A report released last week by The Citizenship Now Collaborative, a national coalition of six immigrant rights coalition, blames the INS and Congress for allowing citizenship applications to mushroom while the two bickered about how best to run the agency.
Congress has been particularly hard on the INS since 1996, when it was discovered that an earlier initiative to reduce the citizenship backlog had resulted in sloppy work. Hundreds of people with criminal backgrounds were granted citizenship. Republicans accused the Clinton administration of rushing the naturalization process to gain votes for Clinton's re-election from immigrants, who are thought to largely vote Democratic.
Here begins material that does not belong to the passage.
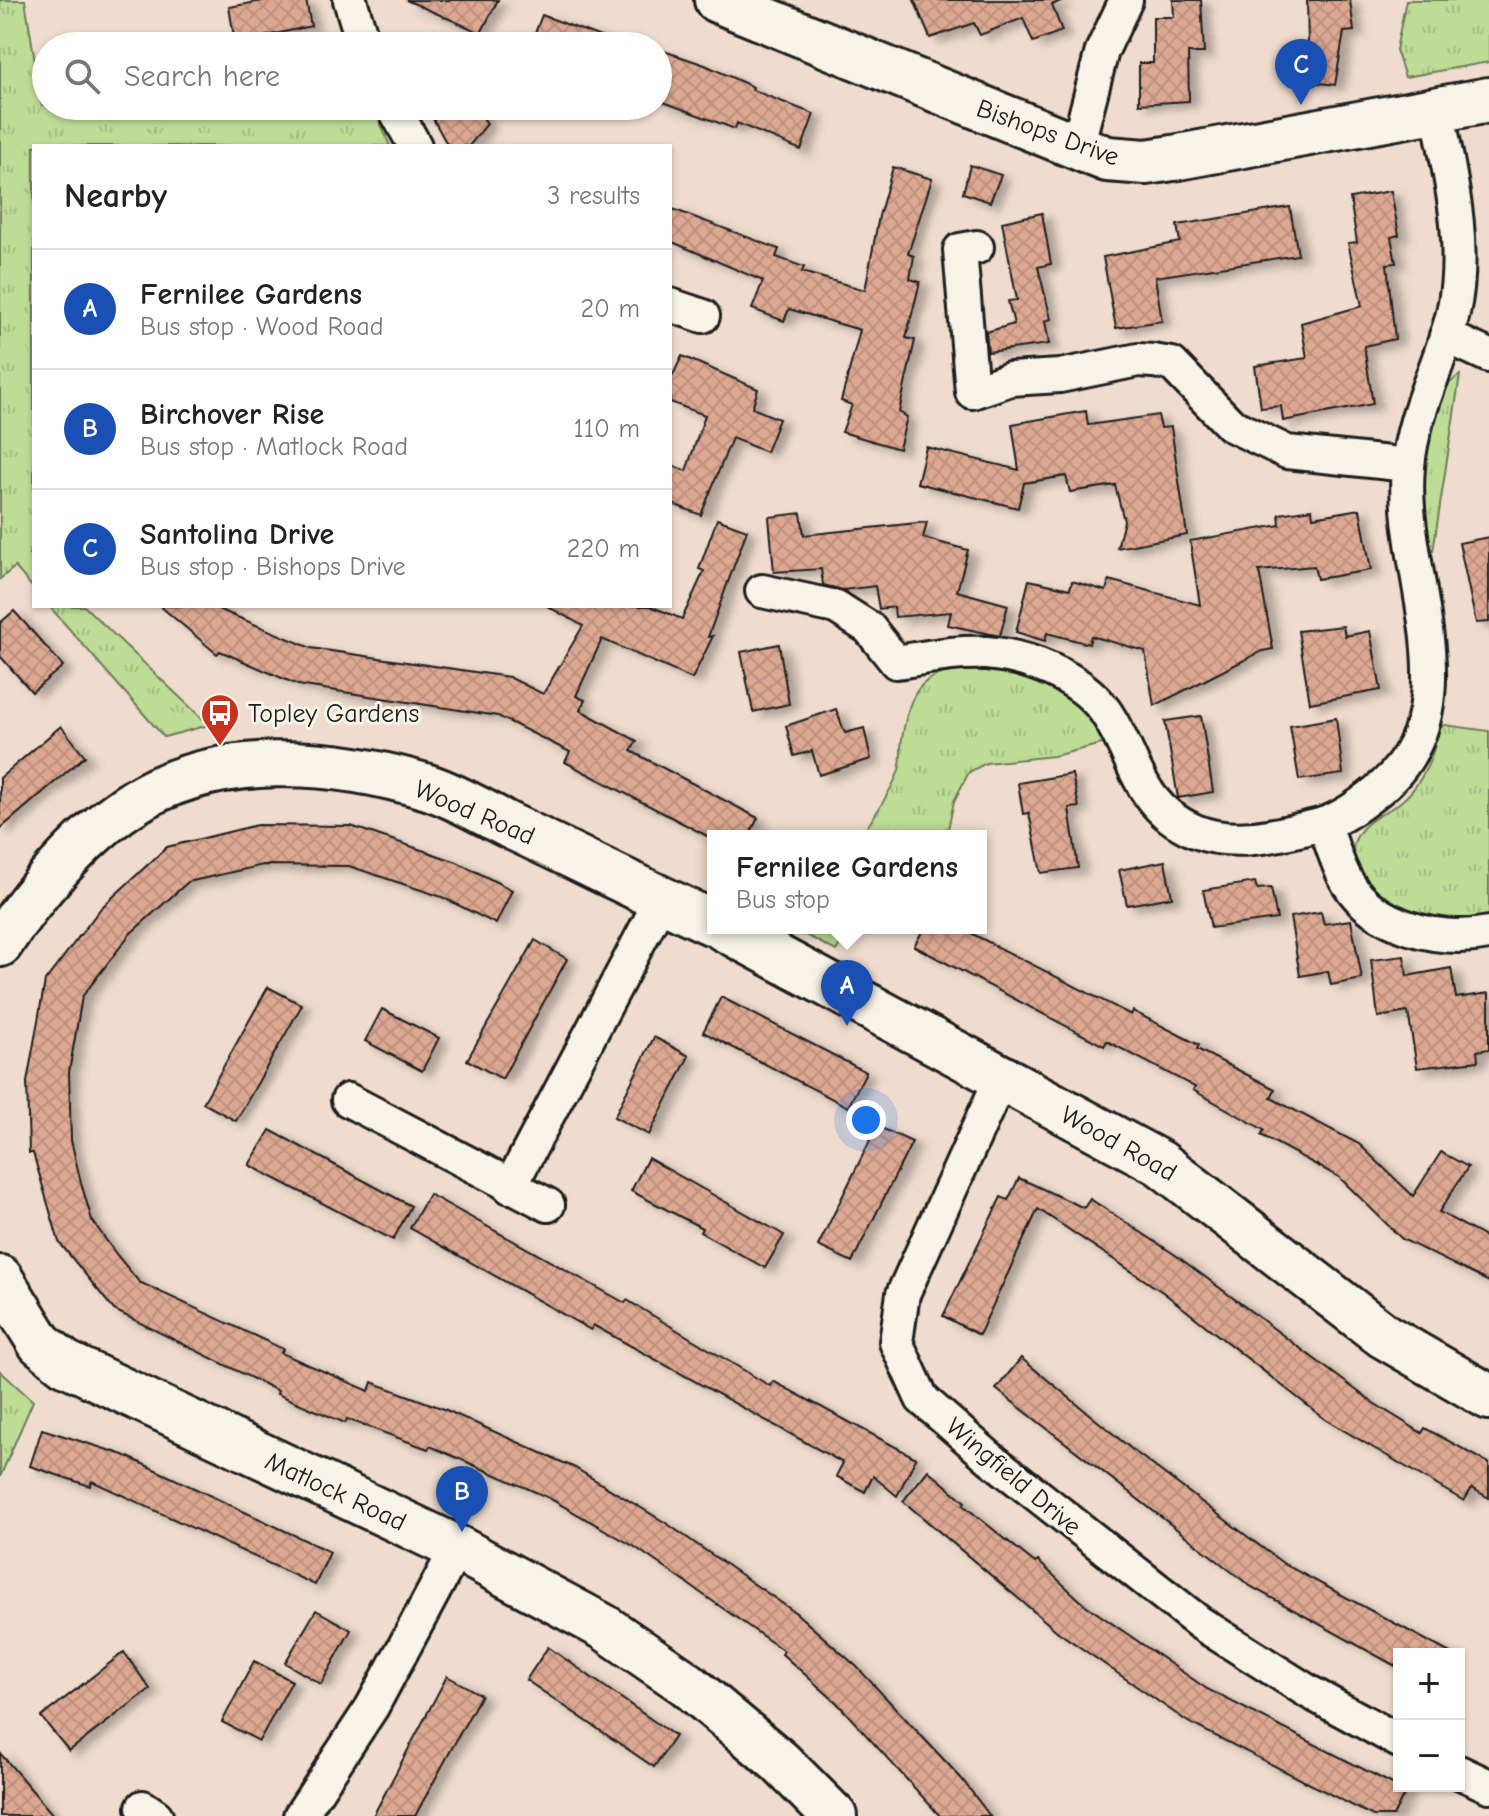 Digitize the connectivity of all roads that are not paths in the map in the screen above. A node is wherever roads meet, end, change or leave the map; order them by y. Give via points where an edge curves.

The debate caused Congress to delay much-needed money for the INS, and it forced the agency to come up with a series of rushed measures to placate Republican members of Congress. Immigration officials say the measures will ultimately improve the system. Now, however, they are having the opposite effect.
The mandated measures, such as having two people and a supervisor go over the same citizenship application and waiting to receive clearance from the FBI for each set of fingerprints (formerly, a lack of response from the FBI was a sign of a clean criminal record), have doubled the waiting time in some cities.
"Congress exaggerated our flaws. They used a 50-pound hammer to hit a fly," said an INS official in Washington who spoke on condition of anonymity. "Creating the hammer and training people how to use it made the backlog grow wildly."
Margie McHugh, executive director of the New York Immigration Coalition, said neither Congress or the INS have realized the impact the new procedures have had. "In the mean time, more and more people have filed," she said. "At this rate, the backlog will only continue to grow and more and more people will fall behind."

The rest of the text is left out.